The lines needed are those below that contain the word "Jalan"; copy each one.
=== Section Start ===
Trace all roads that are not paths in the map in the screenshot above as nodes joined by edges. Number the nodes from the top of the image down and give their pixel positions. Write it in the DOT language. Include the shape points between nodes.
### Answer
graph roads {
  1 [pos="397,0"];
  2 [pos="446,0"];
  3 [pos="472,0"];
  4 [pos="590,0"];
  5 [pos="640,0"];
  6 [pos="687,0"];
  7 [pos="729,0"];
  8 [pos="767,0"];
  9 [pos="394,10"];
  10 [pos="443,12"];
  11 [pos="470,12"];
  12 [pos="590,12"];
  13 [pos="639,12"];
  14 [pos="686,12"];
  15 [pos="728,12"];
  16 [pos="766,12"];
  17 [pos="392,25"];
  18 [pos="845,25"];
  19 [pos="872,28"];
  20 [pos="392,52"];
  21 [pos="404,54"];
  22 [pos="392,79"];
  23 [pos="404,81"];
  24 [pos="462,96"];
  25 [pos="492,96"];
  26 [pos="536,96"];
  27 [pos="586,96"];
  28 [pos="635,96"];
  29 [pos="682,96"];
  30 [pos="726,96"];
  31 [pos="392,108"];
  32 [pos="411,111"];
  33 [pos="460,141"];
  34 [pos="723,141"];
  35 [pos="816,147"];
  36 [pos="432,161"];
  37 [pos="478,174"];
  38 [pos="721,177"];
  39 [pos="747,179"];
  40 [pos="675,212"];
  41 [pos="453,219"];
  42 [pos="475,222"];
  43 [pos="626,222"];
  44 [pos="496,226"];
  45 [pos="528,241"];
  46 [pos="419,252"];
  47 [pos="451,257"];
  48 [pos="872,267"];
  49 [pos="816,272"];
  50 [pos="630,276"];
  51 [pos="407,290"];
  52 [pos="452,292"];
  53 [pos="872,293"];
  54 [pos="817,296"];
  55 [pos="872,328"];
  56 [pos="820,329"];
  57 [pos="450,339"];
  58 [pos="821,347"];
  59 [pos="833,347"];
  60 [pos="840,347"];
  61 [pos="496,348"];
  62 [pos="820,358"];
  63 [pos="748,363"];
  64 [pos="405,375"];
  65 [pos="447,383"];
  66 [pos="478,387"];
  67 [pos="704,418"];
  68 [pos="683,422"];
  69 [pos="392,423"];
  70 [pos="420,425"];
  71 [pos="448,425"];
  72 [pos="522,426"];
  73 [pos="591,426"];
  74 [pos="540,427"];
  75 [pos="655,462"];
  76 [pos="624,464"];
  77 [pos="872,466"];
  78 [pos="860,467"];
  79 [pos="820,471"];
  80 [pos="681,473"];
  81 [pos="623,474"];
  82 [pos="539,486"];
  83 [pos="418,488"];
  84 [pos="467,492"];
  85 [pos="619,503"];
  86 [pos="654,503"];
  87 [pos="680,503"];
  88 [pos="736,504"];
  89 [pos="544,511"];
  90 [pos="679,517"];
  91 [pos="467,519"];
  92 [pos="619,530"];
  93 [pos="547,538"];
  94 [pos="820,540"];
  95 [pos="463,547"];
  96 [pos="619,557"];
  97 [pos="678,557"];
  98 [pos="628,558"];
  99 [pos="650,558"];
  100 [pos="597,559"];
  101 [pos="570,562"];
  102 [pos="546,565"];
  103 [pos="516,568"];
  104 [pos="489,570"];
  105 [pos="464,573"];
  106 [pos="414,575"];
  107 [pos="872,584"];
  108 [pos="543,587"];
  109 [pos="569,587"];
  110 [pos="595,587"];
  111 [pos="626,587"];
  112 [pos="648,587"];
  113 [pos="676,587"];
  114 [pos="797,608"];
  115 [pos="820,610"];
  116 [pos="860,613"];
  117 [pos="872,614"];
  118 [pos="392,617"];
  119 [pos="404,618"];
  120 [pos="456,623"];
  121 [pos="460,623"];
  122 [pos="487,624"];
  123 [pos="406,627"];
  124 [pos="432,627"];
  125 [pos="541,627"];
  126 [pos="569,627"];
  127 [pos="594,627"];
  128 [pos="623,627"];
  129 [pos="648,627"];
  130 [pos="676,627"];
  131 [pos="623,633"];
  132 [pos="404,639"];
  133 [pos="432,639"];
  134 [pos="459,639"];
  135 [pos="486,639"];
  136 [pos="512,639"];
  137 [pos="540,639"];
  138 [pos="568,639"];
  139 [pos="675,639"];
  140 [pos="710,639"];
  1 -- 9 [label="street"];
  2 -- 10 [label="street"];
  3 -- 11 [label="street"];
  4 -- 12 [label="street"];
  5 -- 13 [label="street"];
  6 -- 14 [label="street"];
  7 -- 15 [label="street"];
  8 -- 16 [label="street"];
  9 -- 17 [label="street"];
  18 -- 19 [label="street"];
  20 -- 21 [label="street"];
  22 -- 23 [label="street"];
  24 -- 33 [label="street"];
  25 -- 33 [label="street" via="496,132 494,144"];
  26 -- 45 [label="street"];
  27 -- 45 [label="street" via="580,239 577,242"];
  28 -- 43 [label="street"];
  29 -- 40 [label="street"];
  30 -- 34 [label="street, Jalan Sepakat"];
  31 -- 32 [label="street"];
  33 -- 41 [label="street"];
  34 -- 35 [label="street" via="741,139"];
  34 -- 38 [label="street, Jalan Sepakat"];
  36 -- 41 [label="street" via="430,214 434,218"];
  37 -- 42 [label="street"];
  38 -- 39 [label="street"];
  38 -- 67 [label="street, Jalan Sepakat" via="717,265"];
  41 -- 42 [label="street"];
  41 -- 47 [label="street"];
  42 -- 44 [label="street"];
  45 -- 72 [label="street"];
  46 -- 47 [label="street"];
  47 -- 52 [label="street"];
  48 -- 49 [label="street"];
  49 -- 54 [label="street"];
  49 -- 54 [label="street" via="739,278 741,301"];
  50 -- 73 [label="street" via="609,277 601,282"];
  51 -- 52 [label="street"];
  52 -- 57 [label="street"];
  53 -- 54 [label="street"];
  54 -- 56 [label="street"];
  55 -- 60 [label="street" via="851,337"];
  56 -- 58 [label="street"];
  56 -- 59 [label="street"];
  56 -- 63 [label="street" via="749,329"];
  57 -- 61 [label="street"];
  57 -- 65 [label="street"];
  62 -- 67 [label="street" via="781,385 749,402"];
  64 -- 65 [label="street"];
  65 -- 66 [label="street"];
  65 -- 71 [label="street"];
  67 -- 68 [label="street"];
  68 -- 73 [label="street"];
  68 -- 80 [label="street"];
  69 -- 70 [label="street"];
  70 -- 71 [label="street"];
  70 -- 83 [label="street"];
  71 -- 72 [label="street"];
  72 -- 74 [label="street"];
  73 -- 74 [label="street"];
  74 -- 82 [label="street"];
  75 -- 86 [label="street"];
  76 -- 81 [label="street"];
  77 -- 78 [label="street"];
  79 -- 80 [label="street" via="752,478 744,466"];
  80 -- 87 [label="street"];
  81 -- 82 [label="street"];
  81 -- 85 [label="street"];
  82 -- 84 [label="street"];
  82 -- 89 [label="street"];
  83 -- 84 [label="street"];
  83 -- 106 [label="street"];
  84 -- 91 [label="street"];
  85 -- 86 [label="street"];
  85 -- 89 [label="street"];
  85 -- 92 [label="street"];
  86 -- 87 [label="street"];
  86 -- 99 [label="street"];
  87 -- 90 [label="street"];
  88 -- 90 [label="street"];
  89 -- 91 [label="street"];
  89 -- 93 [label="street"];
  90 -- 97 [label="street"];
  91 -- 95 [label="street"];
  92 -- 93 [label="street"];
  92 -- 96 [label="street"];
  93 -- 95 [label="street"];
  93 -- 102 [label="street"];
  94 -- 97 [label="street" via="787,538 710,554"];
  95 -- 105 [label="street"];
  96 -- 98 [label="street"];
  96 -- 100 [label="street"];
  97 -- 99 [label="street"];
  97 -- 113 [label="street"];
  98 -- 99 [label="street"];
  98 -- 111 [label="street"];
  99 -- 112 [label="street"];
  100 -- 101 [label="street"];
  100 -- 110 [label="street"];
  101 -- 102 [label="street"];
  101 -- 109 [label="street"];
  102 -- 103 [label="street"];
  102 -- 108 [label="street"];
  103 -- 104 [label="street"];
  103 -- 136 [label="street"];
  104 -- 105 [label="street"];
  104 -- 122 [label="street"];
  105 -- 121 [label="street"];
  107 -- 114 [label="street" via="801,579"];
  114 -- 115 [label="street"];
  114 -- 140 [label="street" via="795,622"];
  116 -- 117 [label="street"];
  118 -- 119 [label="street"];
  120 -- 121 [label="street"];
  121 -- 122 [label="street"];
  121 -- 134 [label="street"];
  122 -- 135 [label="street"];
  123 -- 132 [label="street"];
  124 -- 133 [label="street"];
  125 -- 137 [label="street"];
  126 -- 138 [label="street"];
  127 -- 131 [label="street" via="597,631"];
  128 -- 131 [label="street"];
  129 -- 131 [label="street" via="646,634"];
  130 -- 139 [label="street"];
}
=== Section End ===
• _Your response_:
  30 -- 34 [label="street, Jalan Sepakat"];
  34 -- 38 [label="street, Jalan Sepakat"];
  38 -- 67 [label="street, Jalan Sepakat" via="717,265"];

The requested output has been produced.